FERNANDO FERNÁNDEZ
ROMÁN
@FFernandezRoman
Estas fechas de fiesta que rematan el calendario del ciclo
anual son –al menos aquí, en España— el motivo principal, el motor que impulsa
la práctica de dos comportamientos generalmente olvidados durante los
trescientos y pico días anteriores: uno, el buenismo solidario y afectivo, y
otro el pantagruélico. Escenario habitual: el domicilio del clan familiar. Todo
el mundo –es un decir—tira de agenda, pincha el whatsapp, suelta el video
correspondiente (algunos de antológica simpleza o cursilería) y cumple con su
conciencia en plan buena gente. Todo el mundo se conforta consigo mismo y
agradece, tanto el envío como la recepción del detalle. Todo el mundo, en fin,
se pega un atracón de padre y muy señor mío, aprovechando la Nochebuena, la
Nochevieja, la Navidad o el Primero de Año. Disculpas entrañables para comer y
beber como si lo fueran a prohibir. Y en ese todoelmundo arbitrario se incluye,
cómo no, el interfecto que suscribe.
Sirva el pequeño preámbulo para justificar –apelando a la
benevolencia del lector– la pereza que se arrastra en estos días para
enfrentarse al toro ensabanado y reservón de la pantalla de un ordenador y
ponerse a escribir de toros. También ayuda, por supuesto, la casi absoluta
carencia de noticias de relieve. Por acá, poca cosa, poca sustancia. Se habla
en este diciembre que agoniza de la cerrazón del grupo municipal que pretende
dejar sin su feria taurina de la Blanca a los vitorianos, de los primeros
escarceos de utes empresariales, de los cambios de apoderamiento y de cuadrilla
y, fundamentalmente, de lo que se cuece por la América taurina.

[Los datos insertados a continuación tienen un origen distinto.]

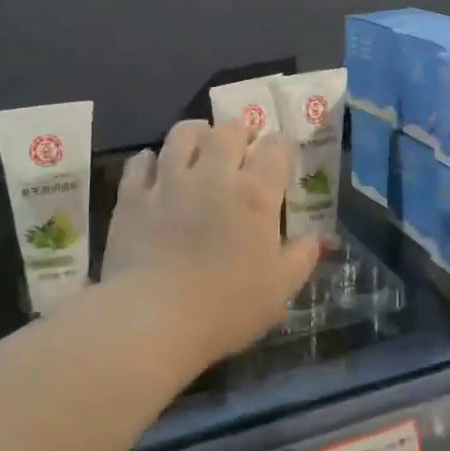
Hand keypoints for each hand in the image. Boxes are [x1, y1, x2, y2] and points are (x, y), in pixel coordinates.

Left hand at [104, 120, 320, 364]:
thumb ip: (301, 258)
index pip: (275, 147)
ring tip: (200, 145)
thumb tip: (317, 240)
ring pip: (183, 133)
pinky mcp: (132, 196)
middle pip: (229, 130)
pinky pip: (141, 161)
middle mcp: (214, 175)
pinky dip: (152, 160)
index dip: (279, 147)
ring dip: (197, 133)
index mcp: (255, 194)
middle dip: (240, 131)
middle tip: (242, 147)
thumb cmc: (225, 308)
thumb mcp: (279, 290)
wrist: (152, 320)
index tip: (279, 158)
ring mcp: (169, 181)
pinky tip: (156, 170)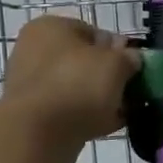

Por entre la aridez de este barbecho informativo, brota el
rescoldo aún caliente y humeante (será difícil de apagar) del zambombazo de
Morante en la México y la viva y reciente llama de la concesión de la Medalla
de Oro al Mérito en las Bellas Artes a El Juli. De lo primero, ya me ocupé,
también bien calentito, en la madrugada española, tras contemplarlo en vivo en
la minúscula y milagrosa pantalla de un teléfono móvil; de lo segundo ya me
posicioné al instante, tuiteando mi felicitación al premiado.
Pero como considero que esto último –la felicitación vía
Twitter—a fuer de sincera puede ser considerada una fórmula de cortesía, creo
menester hacer una pequeña reflexión acerca de los atributos personales,
artísticos y profesionales que adornan al destinatario de la Medalla y del
significado que este codiciado galardón tiene para la fiesta de los toros.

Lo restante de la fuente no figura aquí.